6.2.2 OPINION OF SELLER'S COUNSEL. Buyer and its counsel shall have
been furnished with an opinion of legal counsel substantially in the
form provided on attached Exhibit 6.2.2 ("Opinion of Seller's
Counsel").
6.2.3 DUE DILIGENCE REVIEW. Buyer shall have completed a due diligence
review of all aspects of the business and operations of Seller, the
results of which are determined to be satisfactory to Buyer in its sole
and absolute discretion.
6.2.4 EMPLOYMENT AGREEMENT. Xxxxx shall have executed and delivered to
Buyer the Employment Agreement.
6.2.5 PRODUCTION AGREEMENT. Buyer shall have entered into an agreement
satisfactory to Buyer, in its sole discretion, with BCII.

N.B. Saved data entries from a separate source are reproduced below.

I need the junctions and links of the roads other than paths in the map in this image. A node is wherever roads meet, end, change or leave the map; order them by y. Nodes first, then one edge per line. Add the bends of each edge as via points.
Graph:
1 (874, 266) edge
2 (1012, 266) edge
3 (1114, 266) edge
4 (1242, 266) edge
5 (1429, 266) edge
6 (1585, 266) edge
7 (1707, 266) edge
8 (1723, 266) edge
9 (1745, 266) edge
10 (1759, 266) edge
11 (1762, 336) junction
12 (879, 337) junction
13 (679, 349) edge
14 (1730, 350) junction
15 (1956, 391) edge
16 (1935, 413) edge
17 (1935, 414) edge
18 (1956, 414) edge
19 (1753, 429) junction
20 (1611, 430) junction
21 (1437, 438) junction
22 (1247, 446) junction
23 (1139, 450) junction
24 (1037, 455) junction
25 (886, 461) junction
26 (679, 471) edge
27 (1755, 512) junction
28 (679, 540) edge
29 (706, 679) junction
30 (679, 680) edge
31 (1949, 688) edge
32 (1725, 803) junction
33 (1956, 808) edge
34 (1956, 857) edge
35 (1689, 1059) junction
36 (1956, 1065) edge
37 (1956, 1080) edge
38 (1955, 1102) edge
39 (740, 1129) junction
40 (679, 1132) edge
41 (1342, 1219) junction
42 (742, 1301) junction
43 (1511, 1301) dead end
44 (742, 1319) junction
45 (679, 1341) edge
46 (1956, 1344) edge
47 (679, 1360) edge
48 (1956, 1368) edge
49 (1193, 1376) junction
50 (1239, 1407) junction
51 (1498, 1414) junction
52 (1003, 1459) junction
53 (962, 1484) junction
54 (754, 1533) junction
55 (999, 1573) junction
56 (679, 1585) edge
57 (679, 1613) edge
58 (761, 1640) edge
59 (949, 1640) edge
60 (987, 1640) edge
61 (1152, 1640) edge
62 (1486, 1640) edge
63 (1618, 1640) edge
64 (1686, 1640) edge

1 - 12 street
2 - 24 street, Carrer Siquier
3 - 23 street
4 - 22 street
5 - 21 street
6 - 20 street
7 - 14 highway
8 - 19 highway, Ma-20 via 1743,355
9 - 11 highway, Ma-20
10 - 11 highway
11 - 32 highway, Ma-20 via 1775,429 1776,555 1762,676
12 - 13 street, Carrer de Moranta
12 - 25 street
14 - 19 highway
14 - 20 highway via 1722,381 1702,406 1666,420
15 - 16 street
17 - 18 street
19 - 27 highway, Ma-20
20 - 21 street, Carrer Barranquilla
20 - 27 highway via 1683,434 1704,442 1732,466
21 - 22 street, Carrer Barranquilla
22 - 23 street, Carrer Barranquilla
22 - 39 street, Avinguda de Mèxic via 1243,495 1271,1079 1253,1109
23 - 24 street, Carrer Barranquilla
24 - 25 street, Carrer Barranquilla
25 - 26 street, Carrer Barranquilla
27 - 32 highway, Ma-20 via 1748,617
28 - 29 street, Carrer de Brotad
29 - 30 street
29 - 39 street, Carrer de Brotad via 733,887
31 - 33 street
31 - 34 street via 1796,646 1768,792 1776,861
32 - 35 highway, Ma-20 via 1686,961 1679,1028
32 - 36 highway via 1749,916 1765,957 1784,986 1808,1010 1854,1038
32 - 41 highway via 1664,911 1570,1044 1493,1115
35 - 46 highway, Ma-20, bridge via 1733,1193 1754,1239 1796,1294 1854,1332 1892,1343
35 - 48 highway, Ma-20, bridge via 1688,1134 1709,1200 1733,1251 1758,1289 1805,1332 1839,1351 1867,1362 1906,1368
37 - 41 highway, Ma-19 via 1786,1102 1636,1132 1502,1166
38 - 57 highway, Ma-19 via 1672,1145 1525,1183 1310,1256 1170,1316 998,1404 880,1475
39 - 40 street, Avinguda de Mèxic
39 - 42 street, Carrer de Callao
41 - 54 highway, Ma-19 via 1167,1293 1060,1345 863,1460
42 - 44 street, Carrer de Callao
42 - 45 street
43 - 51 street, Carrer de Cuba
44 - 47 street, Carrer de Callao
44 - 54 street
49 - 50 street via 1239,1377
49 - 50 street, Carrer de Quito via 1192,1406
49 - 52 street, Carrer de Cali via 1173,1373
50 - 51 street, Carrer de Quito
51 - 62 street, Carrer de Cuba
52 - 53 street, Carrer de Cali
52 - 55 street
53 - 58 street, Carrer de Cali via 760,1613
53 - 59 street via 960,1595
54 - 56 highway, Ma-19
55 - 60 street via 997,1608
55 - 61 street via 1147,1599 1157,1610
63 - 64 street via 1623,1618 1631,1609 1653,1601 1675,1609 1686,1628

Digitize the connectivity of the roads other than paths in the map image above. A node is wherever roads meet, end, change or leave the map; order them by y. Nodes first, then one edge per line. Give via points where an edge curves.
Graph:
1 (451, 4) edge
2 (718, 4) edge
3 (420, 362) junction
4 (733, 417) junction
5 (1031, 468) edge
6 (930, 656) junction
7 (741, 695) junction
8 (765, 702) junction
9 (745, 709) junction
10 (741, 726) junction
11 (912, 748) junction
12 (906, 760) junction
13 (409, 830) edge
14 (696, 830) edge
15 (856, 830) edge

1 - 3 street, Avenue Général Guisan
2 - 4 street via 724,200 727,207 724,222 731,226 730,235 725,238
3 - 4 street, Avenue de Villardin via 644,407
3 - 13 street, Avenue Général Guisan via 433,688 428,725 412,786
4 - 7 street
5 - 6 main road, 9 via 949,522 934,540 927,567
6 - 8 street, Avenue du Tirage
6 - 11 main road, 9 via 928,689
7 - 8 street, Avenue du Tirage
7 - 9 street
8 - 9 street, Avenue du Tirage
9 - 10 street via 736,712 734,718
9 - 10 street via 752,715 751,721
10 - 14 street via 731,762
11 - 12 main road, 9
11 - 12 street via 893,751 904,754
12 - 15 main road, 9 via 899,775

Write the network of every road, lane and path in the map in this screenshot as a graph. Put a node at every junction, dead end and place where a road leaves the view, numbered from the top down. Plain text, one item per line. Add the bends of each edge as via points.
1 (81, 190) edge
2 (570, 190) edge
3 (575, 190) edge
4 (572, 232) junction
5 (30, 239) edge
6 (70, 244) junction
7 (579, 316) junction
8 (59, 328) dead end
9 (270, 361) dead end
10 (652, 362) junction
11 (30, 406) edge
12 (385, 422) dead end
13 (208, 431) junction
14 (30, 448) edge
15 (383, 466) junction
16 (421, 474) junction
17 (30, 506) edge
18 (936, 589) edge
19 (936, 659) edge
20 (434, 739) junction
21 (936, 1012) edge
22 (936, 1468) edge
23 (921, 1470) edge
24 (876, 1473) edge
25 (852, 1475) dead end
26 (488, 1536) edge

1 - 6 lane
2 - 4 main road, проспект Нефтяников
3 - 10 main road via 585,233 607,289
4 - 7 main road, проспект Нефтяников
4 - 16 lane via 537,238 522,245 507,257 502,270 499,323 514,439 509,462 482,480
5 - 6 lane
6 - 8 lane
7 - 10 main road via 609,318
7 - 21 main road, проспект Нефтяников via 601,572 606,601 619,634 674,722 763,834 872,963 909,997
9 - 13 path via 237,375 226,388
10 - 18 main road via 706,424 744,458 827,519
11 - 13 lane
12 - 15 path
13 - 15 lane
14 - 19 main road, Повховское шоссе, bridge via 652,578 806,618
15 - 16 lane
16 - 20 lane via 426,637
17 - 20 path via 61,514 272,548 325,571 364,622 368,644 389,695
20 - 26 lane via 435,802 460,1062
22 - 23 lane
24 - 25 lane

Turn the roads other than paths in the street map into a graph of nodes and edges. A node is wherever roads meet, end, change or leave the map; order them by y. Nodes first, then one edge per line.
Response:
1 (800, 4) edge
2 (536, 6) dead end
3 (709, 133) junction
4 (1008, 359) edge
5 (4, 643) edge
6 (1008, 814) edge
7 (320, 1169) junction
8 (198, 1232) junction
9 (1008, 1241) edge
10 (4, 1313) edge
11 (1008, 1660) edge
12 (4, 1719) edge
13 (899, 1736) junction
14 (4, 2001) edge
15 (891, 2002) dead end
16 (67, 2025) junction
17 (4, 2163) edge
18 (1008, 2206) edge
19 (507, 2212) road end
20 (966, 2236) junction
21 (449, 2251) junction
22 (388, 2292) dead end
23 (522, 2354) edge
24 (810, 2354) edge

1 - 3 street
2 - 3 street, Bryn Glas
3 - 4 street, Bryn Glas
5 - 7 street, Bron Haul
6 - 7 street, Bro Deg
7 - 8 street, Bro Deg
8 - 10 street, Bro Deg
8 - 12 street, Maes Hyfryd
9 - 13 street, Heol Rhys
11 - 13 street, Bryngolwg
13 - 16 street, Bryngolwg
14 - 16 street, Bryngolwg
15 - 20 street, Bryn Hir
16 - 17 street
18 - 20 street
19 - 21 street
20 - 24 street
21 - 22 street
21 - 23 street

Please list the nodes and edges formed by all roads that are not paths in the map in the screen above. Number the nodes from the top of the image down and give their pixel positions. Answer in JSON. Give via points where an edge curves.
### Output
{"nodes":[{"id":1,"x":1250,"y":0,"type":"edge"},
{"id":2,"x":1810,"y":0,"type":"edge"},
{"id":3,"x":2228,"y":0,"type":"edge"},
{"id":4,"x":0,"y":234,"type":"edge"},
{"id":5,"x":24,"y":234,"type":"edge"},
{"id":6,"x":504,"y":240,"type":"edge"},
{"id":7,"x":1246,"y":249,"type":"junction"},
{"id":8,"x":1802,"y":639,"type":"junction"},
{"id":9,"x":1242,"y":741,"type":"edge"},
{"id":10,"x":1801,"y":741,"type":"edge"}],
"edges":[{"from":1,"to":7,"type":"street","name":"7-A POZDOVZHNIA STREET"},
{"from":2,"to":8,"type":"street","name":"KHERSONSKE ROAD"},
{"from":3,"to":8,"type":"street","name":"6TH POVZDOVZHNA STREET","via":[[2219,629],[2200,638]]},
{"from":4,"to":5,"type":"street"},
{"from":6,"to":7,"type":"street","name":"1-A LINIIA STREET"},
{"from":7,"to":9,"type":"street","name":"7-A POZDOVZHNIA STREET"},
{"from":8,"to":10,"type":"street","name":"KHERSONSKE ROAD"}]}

6.2.6 SERVICES AGREEMENT. Buyer shall have entered into the Services
Agreement.
6.2.7 GOOD TITLE. Seller shall show and deliver to Buyer good and
marketable title to all of the Purchased Assets free and clear of all
mortgages, pledges, liens, conditional sales agreements or other
encumbrances of any kind or nature, other than the Assumed Liabilities.
6.2.8 CONSENTS TO ASSIGNMENTS. Buyer shall have received consents in
form and content satisfactory to Buyer to the extent reasonably deemed
necessary by Buyer to enable a complete and effective transfer to Buyer
of all rights and interests of Seller to be assigned and conveyed under
this Agreement.
6.2.9 FINANCING. Buyer shall have secured financing to consummate the
transactions contemplated by this Agreement, upon terms and conditions
satisfactory to Buyer in its sole discretion.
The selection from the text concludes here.